The trust will have no assets other than the junior debentures and the right to
receive reimbursement of certain expenses under an expense agreement.
Consequently, the trust will have no revenue other than payments under the
junior debentures and the expense agreement.

The trust has a term of approximately 31 years but may terminate earlier as
provided in the amended trust agreement. The trust's business and affairs will
be conducted by its trustees. The trustees will include The Bank of New York,
as property trustee, and The Bank of New York (Delaware), as Delaware trustee.
In addition, as the holder of the common securities, we will select two
individuals who will act as administrative trustees of the trust. The
administrative trustees will initially be our employees or officers.
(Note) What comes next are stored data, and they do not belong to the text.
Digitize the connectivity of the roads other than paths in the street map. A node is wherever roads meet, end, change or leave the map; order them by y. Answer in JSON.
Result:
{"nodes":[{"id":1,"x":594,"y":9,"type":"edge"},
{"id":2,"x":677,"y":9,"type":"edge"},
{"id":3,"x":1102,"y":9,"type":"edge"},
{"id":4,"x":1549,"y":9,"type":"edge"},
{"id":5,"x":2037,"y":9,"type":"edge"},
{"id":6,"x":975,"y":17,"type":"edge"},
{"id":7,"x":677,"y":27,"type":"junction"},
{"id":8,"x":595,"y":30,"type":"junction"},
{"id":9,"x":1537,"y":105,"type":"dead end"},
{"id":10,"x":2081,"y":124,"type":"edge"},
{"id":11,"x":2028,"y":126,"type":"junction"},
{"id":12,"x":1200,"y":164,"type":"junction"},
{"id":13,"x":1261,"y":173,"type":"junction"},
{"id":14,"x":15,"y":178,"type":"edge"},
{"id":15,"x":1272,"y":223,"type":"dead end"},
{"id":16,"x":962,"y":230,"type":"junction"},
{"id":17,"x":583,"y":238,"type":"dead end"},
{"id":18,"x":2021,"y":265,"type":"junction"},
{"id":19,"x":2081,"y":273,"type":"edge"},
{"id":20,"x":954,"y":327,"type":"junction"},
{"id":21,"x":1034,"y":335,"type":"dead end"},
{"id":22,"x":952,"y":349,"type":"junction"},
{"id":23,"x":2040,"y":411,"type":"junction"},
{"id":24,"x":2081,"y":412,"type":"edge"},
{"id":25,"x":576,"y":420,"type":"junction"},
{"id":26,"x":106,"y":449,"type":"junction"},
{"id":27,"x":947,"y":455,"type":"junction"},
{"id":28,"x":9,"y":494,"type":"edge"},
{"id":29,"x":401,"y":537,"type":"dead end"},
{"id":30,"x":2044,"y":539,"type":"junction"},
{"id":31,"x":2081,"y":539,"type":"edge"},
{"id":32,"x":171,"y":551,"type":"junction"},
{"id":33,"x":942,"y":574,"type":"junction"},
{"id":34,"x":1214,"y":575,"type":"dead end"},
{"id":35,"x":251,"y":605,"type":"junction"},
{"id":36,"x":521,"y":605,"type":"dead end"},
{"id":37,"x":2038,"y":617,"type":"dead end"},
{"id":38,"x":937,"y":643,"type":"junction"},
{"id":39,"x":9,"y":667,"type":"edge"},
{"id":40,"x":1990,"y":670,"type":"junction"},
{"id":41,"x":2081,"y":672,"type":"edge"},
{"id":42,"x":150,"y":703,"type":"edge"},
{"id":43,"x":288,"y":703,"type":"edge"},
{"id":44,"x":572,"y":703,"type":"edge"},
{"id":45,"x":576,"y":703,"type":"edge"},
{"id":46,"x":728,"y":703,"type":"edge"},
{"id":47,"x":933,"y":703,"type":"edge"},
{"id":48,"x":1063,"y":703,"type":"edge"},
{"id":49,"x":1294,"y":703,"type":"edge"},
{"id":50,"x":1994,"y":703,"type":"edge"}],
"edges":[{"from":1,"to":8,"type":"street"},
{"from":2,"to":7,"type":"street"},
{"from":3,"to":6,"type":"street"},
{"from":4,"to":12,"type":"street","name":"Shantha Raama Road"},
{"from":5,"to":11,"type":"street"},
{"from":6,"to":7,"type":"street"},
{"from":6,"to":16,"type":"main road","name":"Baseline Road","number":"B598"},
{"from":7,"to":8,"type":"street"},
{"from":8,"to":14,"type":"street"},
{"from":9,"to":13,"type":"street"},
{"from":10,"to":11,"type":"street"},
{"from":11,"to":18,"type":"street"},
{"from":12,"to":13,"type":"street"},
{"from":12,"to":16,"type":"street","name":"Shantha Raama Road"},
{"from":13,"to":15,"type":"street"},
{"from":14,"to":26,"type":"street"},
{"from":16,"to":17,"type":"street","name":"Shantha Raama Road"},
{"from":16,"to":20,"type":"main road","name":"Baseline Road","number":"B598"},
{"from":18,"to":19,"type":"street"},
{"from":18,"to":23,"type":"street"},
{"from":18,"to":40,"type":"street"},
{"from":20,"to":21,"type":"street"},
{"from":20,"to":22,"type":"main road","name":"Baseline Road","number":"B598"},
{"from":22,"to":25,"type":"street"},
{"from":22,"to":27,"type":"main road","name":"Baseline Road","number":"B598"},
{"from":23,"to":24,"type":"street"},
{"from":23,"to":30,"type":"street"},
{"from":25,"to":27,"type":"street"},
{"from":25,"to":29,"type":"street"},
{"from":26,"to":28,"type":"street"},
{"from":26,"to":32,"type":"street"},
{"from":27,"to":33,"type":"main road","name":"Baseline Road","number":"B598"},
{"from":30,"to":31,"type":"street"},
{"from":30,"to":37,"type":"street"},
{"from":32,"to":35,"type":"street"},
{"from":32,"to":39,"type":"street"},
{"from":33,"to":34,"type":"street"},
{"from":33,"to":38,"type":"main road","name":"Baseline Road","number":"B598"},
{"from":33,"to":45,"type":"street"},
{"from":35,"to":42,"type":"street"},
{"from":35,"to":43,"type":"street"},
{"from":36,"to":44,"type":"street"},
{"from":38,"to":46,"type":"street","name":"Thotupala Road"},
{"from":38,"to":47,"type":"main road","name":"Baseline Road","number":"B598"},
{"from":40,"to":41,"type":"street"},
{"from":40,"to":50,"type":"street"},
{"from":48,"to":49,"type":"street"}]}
We will fully, irrevocably and unconditionally guarantee the trust preferred
securities to the extent that the trust has funds sufficient to make payments.
We also will reimburse the trust for all of its expenses and liabilities other
than the trust's obligations under the trust preferred securities and the
common securities. We also will pay the expenses of this offering, including
the underwriters' commissions.

The trust does not have separate financial statements. The statements would not
be material to holders of the trust preferred securities because the trust has
no independent operations. Therefore, for financial reporting purposes, the
trust will be treated as our subsidiary. Accordingly, the accounts of the trust
will be included in our consolidated financial statements. In addition, we
anticipate that the trust will not be subject to the reporting requirements of
the Securities Exchange Act of 1934.

The principal executive office of the trust is 1503 Pennsylvania Avenue, N.W.,
Washington, D.C. 20005, Attention: Office of the Secretary, and its telephone
number is (202) 835-4309.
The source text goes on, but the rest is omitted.